From the data below, set down exactly the lines between the one holding "return result;" and the one holding "auto box = [&](float", inclusive, and no others.

::::::

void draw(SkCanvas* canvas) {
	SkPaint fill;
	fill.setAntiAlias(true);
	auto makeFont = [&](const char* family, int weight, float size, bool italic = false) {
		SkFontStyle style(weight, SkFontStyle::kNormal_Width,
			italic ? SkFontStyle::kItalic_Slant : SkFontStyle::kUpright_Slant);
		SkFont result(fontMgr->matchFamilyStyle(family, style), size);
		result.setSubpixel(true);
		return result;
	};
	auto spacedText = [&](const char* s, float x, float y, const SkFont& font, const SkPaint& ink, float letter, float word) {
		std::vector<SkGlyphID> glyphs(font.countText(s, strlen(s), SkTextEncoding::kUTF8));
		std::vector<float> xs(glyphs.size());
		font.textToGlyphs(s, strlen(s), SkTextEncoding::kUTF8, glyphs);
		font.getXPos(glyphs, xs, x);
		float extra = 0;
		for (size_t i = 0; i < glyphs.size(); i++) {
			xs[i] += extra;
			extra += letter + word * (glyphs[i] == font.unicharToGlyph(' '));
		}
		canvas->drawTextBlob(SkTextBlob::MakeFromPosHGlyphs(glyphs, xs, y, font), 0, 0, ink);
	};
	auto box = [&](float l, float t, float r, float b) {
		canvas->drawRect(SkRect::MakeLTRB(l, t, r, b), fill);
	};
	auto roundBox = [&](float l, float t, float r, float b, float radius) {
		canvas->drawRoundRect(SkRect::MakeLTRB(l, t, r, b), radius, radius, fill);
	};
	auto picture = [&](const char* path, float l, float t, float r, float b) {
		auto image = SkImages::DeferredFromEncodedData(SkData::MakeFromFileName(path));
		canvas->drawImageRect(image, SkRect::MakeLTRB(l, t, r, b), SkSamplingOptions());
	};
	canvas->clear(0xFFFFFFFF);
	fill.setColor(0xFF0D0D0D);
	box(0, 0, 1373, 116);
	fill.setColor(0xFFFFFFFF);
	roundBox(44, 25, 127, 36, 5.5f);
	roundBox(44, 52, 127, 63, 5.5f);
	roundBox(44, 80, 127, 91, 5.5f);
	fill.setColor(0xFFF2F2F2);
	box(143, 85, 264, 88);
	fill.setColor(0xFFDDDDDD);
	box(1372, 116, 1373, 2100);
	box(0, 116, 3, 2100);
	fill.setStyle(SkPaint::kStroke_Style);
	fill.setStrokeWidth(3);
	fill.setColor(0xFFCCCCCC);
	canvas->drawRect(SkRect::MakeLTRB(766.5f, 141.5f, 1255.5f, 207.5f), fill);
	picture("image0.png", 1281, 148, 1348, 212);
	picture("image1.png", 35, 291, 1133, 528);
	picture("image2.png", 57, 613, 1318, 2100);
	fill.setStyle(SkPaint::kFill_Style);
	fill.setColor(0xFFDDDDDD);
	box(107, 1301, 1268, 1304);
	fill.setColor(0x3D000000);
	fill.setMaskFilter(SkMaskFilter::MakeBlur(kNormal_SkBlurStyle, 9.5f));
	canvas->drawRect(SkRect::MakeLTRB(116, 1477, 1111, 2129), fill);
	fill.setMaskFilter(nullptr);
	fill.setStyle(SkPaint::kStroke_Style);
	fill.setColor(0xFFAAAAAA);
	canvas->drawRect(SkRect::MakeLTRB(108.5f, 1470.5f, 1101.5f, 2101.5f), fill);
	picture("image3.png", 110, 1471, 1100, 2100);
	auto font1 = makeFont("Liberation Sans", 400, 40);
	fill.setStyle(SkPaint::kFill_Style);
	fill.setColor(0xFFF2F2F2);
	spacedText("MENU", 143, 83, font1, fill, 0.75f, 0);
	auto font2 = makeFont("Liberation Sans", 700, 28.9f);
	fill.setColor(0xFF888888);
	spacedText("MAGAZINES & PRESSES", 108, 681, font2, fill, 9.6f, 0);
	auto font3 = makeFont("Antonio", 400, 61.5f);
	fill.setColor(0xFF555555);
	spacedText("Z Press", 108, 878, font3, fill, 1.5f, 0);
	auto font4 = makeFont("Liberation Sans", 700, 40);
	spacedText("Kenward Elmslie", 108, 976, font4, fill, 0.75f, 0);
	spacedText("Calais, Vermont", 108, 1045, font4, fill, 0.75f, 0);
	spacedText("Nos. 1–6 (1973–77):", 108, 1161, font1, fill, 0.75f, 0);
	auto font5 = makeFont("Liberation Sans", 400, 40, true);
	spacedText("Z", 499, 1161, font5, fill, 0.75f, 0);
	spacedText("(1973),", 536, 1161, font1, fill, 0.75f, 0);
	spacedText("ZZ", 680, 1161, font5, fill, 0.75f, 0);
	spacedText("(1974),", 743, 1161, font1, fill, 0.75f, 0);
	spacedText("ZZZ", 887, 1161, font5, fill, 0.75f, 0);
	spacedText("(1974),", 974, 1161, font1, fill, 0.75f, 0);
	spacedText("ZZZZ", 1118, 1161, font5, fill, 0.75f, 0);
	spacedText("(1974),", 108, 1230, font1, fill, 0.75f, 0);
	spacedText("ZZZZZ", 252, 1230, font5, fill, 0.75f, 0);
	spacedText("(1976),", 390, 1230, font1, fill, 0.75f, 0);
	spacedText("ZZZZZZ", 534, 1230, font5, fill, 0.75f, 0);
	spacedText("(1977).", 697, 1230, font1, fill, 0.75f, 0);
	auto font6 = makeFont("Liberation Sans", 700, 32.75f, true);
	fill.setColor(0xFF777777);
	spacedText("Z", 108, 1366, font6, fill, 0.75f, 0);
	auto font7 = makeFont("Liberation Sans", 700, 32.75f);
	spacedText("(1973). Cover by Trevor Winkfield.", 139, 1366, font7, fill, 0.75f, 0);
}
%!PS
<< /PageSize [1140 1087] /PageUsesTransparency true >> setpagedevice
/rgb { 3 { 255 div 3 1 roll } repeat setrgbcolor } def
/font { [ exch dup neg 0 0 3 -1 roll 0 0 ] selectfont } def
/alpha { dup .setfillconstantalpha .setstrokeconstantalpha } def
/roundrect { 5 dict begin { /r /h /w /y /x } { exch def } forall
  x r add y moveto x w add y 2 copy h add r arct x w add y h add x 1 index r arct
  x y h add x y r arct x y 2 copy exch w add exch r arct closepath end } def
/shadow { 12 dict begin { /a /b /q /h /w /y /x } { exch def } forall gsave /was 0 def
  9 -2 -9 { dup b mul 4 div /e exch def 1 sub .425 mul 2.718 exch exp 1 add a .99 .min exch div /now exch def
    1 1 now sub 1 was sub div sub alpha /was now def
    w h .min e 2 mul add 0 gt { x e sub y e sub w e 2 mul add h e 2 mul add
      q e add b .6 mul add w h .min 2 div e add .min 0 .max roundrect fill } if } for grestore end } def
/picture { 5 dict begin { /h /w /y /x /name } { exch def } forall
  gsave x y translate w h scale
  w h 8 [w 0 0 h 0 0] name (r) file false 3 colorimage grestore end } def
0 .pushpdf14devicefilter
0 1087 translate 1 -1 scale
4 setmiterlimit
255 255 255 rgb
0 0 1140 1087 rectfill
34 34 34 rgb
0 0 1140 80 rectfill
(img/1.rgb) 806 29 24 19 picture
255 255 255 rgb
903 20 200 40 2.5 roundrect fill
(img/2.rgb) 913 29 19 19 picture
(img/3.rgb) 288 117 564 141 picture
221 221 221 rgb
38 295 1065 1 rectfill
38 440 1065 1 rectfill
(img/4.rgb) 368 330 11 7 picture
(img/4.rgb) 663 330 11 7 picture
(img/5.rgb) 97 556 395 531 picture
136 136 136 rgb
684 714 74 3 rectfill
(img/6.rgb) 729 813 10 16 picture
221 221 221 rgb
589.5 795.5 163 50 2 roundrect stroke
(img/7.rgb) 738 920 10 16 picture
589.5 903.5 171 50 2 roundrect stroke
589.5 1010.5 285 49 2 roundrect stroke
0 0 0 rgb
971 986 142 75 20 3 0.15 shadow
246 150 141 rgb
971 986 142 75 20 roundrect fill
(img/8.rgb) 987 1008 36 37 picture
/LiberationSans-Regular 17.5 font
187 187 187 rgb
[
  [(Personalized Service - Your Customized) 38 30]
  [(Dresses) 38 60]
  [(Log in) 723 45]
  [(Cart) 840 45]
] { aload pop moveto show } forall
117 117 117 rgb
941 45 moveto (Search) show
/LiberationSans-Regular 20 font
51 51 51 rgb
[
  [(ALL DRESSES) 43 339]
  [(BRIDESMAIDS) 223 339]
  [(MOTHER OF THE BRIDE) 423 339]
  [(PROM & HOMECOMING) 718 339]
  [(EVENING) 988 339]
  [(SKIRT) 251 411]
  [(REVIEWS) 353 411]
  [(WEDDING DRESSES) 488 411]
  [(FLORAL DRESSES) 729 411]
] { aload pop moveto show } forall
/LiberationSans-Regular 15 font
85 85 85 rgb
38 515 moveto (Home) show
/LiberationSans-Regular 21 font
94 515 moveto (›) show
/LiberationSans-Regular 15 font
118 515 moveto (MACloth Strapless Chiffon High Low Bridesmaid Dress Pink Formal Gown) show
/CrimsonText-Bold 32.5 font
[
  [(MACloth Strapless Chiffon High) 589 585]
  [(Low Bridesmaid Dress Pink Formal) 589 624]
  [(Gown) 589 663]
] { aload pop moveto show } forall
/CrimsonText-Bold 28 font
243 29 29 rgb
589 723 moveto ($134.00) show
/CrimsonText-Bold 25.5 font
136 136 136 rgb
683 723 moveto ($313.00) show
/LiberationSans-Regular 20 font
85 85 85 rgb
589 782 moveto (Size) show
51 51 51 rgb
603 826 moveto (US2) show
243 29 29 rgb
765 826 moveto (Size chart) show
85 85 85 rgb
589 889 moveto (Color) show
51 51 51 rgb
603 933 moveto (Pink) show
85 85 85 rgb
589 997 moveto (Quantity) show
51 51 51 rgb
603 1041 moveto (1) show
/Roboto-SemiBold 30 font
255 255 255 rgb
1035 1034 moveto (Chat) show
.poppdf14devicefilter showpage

::::::

Completed task:
		return result;
	};
	auto spacedText = [&](const char* s, float x, float y, const SkFont& font, const SkPaint& ink, float letter, float word) {
		std::vector<SkGlyphID> glyphs(font.countText(s, strlen(s), SkTextEncoding::kUTF8));
		std::vector<float> xs(glyphs.size());
		font.textToGlyphs(s, strlen(s), SkTextEncoding::kUTF8, glyphs);
		font.getXPos(glyphs, xs, x);
		float extra = 0;
		for (size_t i = 0; i < glyphs.size(); i++) {
			xs[i] += extra;
			extra += letter + word * (glyphs[i] == font.unicharToGlyph(' '));
		}
		canvas->drawTextBlob(SkTextBlob::MakeFromPosHGlyphs(glyphs, xs, y, font), 0, 0, ink);
	};
	auto box = [&](float l, float t, float r, float b) {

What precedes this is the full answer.